%%

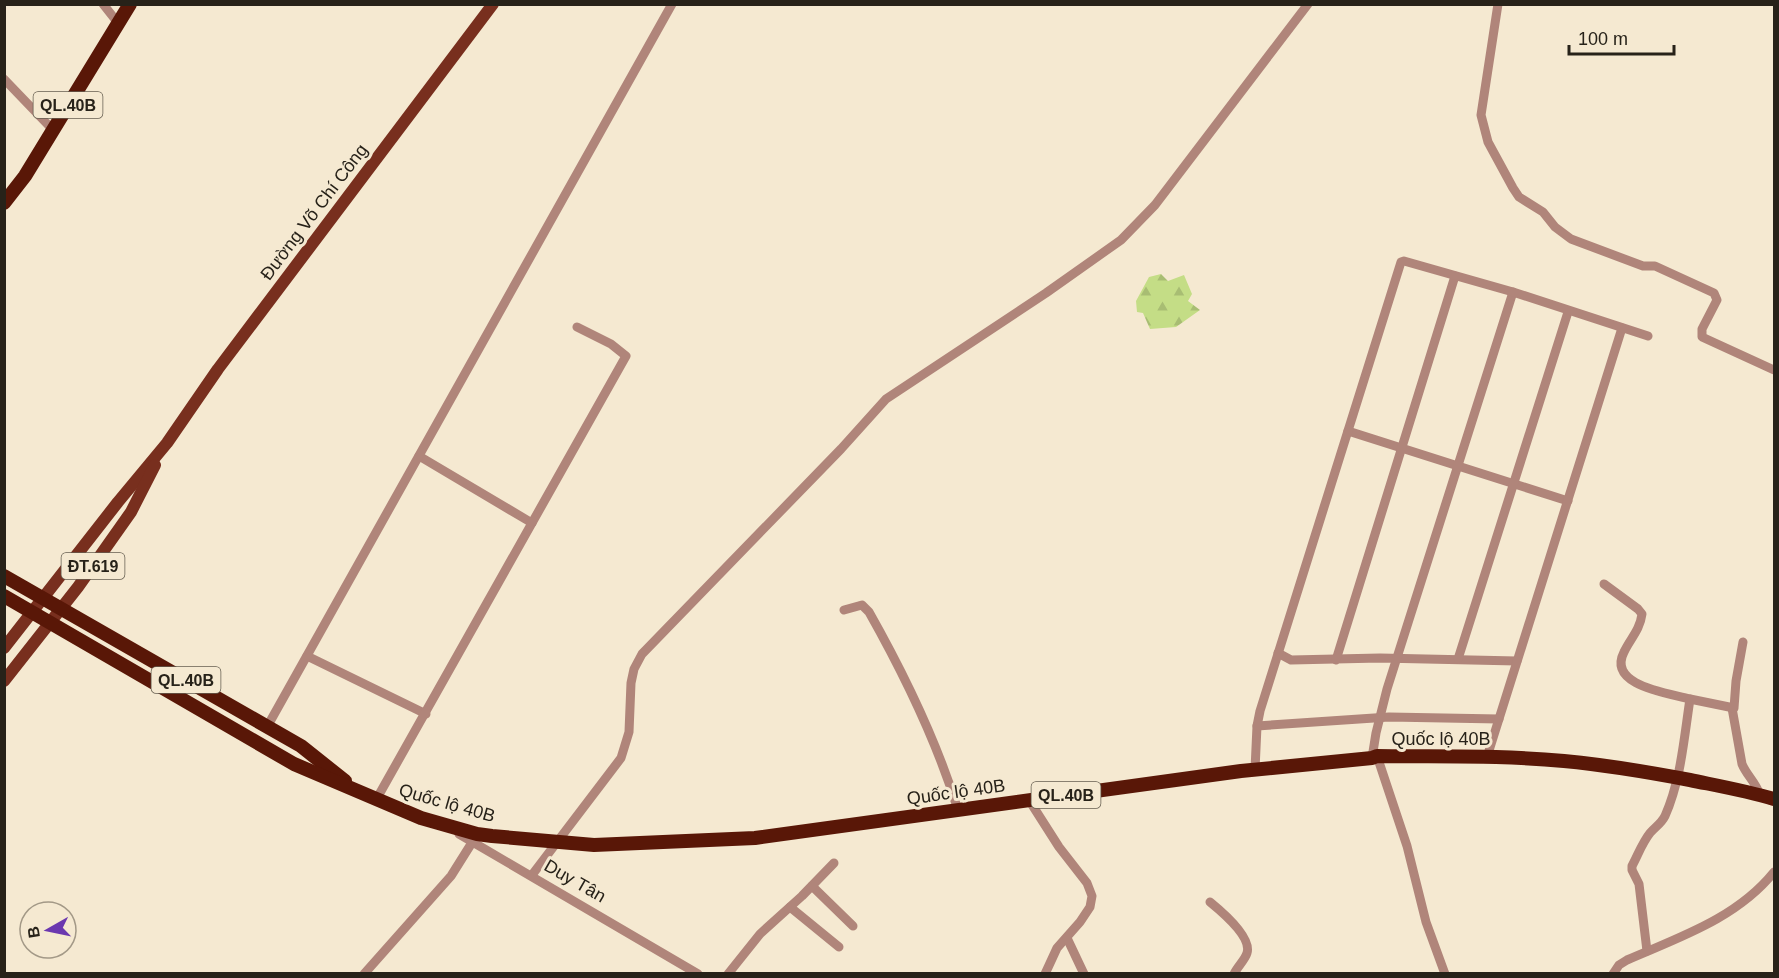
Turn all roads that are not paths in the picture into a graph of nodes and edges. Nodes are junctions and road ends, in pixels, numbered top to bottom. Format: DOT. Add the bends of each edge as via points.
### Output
graph roads {
  1 [pos="103,4"];
  2 [pos="130,4"];
  3 [pos="493,4"];
  4 [pos="672,4"];
  5 [pos="1308,4"];
  6 [pos="1498,4"];
  7 [pos="118,23"];
  8 [pos="4,79"];
  9 [pos="53,130"];
  10 [pos="4,204"];
  11 [pos="1455,276"];
  12 [pos="1513,292"];
  13 [pos="1569,312"];
  14 [pos="578,327"];
  15 [pos="1622,328"];
  16 [pos="1648,336"];
  17 [pos="1774,370"];
  18 [pos="1348,431"];
  19 [pos="167,442"];
  20 [pos="1401,448"];
  21 [pos="419,456"];
  22 [pos="1458,466"];
  23 [pos="1515,484"];
  24 [pos="1568,501"];
  25 [pos="532,523"];
  26 [pos="4,576"];
  27 [pos="1604,584"];
  28 [pos="4,596"];
  29 [pos="42,598"];
  30 [pos="60,609"];
  31 [pos="844,610"];
  32 [pos="32,612"];
  33 [pos="50,623"];
  34 [pos="1743,642"];
  35 [pos="4,648"];
  36 [pos="1278,653"];
  37 [pos="307,656"];
  38 [pos="1397,658"];
  39 [pos="1458,659"];
  40 [pos="1336,660"];
  41 [pos="1517,661"];
  42 [pos="4,681"];
  43 [pos="1690,699"];
  44 [pos="1732,708"];
  45 [pos="426,714"];
  46 [pos="1380,718"];
  47 [pos="1499,718"];
  48 [pos="1257,726"];
  49 [pos="267,727"];
  50 [pos="1487,757"];
  51 [pos="1375,758"];
  52 [pos="1255,770"];
  53 [pos="1678,778"];
  54 [pos="360,794"];
  55 [pos="1760,795"];
  56 [pos="376,800"];
  57 [pos="1029,800"];
  58 [pos="1774,800"];
  59 [pos="958,810"];
  60 [pos="431,821"];
  61 [pos="473,841"];
  62 [pos="556,843"];
  63 [pos="834,863"];
  64 [pos="1774,872"];
  65 [pos="532,875"];
  66 [pos="812,886"];
  67 [pos="1210,902"];
  68 [pos="790,907"];
  69 [pos="853,926"];
  70 [pos="1066,938"];
  71 [pos="839,947"];
  72 [pos="1647,951"];
  73 [pos="364,974"];
  74 [pos="698,974"];
  75 [pos="728,974"];
  76 [pos="1045,974"];
  77 [pos="1084,974"];
  78 [pos="1234,974"];
  79 [pos="1445,974"];
  80 [pos="1613,974"];
  1 -- 7 [label="street"];
  2 -- 7 [label="highway, QL.40B"];
  3 -- 19 [label="main road, Đường Võ Chí Công / ĐT.619"];
  4 -- 21 [label="street"];
  5 -- 62 [label="street" via="1155,205 1121,240 886,399 642,654 634,669 629,732 621,758"];
  6 -- 17 [label="street" via="1481,116 1488,142 1513,189 1571,239 1643,266 1655,266 1714,293 1718,300 1702,329 1702,337"];
  7 -- 9 [label="highway, QL.40B"];
  8 -- 9 [label="street"];
  9 -- 10 [label="highway, QL.40B"];
  11 -- 12 [label="street"];
  11 -- 18 [label="street" via="1401,262"];
  11 -- 20 [label="street"];
  12 -- 13 [label="street"];
  12 -- 22 [label="street"];
  13 -- 15 [label="street"];
  13 -- 23 [label="street"];
  14 -- 25 [label="street" via="626,356"];
  15 -- 16 [label="street"];
  15 -- 24 [label="street"];
  18 -- 20 [label="street"];
  18 -- 36 [label="street"];
  19 -- 29 [label="main road, Đường Võ Chí Công / ĐT.619"];
  19 -- 30 [label="main road, Đường Võ Chí Công / ĐT.619" via="131,512"];
  20 -- 22 [label="street"];
  20 -- 40 [label="street"];
  21 -- 25 [label="street"];
  21 -- 37 [label="street"];
  22 -- 23 [label="street"];
  22 -- 38 [label="street"];
  23 -- 24 [label="street"];
  23 -- 39 [label="street"];
  24 -- 41 [label="street"];
  25 -- 45 [label="street"];
  26 -- 29 [label="highway, Quốc lộ 40B / QL.40B"];
  27 -- 43 [label="street" via="1641,614 1621,661 1624,676 1640,685"];
  28 -- 32 [label="highway, Quốc lộ 40B / QL.40B"];
  29 -- 30 [label="highway, Quốc lộ 40B / QL.40B"];
  29 -- 32 [label="main road, Đường Võ Chí Công / ĐT.619"];
  30 -- 33 [label="main road, Đường Võ Chí Công / ĐT.619"];
  30 -- 49 [label="highway, Quốc lộ 40B / QL.40B"];
  31 -- 59 [label="street" via="862,605 877,626 929,731"];
  32 -- 33 [label="highway, Quốc lộ 40B / QL.40B"];
  32 -- 35 [label="main road, Đường Võ Chí Công / ĐT.619"];
  33 -- 42 [label="main road, Đường Võ Chí Công / ĐT.619"];
  33 -- 54 [label="highway, Quốc lộ 40B / QL.40B" via="294,764"];
  34 -- 44 [label="street"];
  36 -- 40 [label="street" via="1291,660"];
  36 -- 48 [label="street"];
  37 -- 45 [label="street"];
  37 -- 49 [label="street"];
  38 -- 39 [label="street"];
  38 -- 40 [label="street"];
  38 -- 46 [label="street"];
  39 -- 41 [label="street"];
  41 -- 47 [label="street"];
  43 -- 44 [label="street"];
  43 -- 53 [label="street"];
  44 -- 55 [label="street" via="1744,771 1753,779"];
  45 -- 56 [label="street"];
  46 -- 47 [label="street"];
  46 -- 48 [label="street"];
  46 -- 51 [label="street"];
  47 -- 50 [label="street"];
  48 -- 52 [label="street"];
  49 -- 54 [label="highway, Quốc lộ 40B / QL.40B" via="302,746"];
  50 -- 51 [label="highway, Quốc lộ 40B / QL.40B"];
  50 -- 53 [label="highway, Quốc lộ 40B / QL.40B" via="1621,767"];
  51 -- 52 [label="highway, Quốc lộ 40B / QL.40B"];
  51 -- 79 [label="street" via="1407,846 1426,922"];
  52 -- 57 [label="highway, Quốc lộ 40B / QL.40B"];
  53 -- 55 [label="highway, Quốc lộ 40B / QL.40B"];
  53 -- 72 [label="street" via="1661,824 1652,831 1632,866 1639,884"];
  54 -- 56 [label="highway, Quốc lộ 40B / QL.40B"];
  55 -- 58 [label="highway, Quốc lộ 40B / QL.40B"];
  56 -- 60 [label="highway, Quốc lộ 40B / QL.40B"];
  57 -- 59 [label="highway, Quốc lộ 40B / QL.40B"];
  57 -- 70 [label="street" via="1090,889 1090,907"];
  59 -- 62 [label="highway, Quốc lộ 40B / QL.40B" via="755,838"];
  60 -- 61 [label="street, Duy Tân"];
  60 -- 62 [label="highway, Quốc lộ 40B / QL.40B" via="477,834"];
  61 -- 65 [label="street, Duy Tân"];
  61 -- 73 [label="street" via="451,876"];
  62 -- 65 [label="street"];
  63 -- 66 [label="street"];
  64 -- 72 [label="street" via="1757,892 1716,921"];
  65 -- 74 [label="street, Duy Tân"];
  66 -- 68 [label="street"];
  66 -- 69 [label="street"];
  67 -- 78 [label="street" via="1245,941 1246,955"];
  68 -- 71 [label="street"];
  68 -- 75 [label="street" via="760,933"];
  70 -- 76 [label="street"];
  70 -- 77 [label="street"];
  72 -- 80 [label="street" via="1619,965"];
}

%%

YOUR INSTRUCTIONS =>
Each line of the listing that includes the word "graph" should be copied out.

TASK SOLUTION =>
Turn all roads that are not paths in the picture into a graph of nodes and edges. Nodes are junctions and road ends, in pixels, numbered top to bottom. Format: DOT. Add the bends of each edge as via points.
graph roads {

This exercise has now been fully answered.